Routine Clinical Mutation Profiling of Non-Small Cell Lung Cancer Using Next-Generation Sequencing

Kristin K Deeb et al. Arch Pathol Lab Med. 2015 Jul.
Free article

Abstract

Context: The availability of massive, parallel-sequencing technologies makes possible efficient, simultaneous detection of driver and druggable mutations in cancer.

Objective: To develop an amplicon-based, next-generation sequencing, mutation-detection assay for lung cancer using the 454 GS Junior (Roche Applied Science, Indianapolis, Indiana) platform.

Design: Fusion primers incorporating target sequence, 454 adaptors, and multiplex identifiers were designed to generate 35 amplicons (median length 246 base pairs) covering 8.9 kilobases of mutational hotspots in AKT1, BRAF, EGFR, ERBB2, HRAS, KRAS, NRAS, PIK3CA, and MAP2K1 genes and all exons of the PTEN gene.

Results: The assay was validated on 23 formalin-fixed, paraffin-embedded lung cancer specimens. A minimum number of reads was consistently achieved with overall median read depth of 529× per amplicon. In total, 25 point mutations and 4 insertions/deletions (indels) with a frequency of 5.5% to 93.1% mutant alleles were detected.

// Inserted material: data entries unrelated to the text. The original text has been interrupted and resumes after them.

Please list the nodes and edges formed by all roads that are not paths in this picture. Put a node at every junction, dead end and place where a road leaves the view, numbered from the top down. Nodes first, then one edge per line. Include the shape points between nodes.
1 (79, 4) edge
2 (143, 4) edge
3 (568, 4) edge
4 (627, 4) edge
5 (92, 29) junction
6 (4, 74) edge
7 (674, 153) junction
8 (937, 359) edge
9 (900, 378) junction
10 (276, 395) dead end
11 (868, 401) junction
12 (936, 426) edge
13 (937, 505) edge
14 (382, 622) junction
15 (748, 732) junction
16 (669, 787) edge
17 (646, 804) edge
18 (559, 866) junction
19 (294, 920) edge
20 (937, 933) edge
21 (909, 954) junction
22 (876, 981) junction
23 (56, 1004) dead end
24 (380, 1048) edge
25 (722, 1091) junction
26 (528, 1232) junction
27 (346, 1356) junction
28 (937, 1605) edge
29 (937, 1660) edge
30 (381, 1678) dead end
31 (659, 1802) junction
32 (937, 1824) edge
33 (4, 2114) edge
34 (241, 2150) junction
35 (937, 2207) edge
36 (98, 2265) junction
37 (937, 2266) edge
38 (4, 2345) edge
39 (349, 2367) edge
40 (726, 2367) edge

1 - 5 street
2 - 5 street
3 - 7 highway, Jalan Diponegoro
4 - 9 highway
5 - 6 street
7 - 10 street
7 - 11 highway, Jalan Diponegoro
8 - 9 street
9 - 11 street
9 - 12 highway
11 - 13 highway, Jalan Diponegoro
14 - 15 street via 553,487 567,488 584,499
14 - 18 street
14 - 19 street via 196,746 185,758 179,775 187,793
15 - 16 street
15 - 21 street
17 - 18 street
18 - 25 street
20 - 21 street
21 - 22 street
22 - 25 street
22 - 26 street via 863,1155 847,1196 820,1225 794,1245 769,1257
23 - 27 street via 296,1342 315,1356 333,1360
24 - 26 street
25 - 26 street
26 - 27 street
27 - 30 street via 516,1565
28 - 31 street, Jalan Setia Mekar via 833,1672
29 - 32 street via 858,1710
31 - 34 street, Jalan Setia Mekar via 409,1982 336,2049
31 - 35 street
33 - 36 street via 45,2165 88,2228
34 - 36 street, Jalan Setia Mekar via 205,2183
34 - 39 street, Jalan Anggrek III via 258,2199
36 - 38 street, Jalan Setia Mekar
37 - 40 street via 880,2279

All EGFR, ERBB2, KRAS, PIK3CA, KRAS, and PTEN mutations, as detected by next-generation sequencing, were confirmed by pyrosequencing, with the exception of 3 point mutations in a tumor sample with low mutant-allele burden (below the pyrosequencing limit of detection).

Conclusions: The GS Junior-based, targeted, resequencing assay for a focused set of non-small cell lung cancer driver genes allows for quick and sensitive detection of point mutations and indels for the most relevant therapeutic genes in this type of cancer.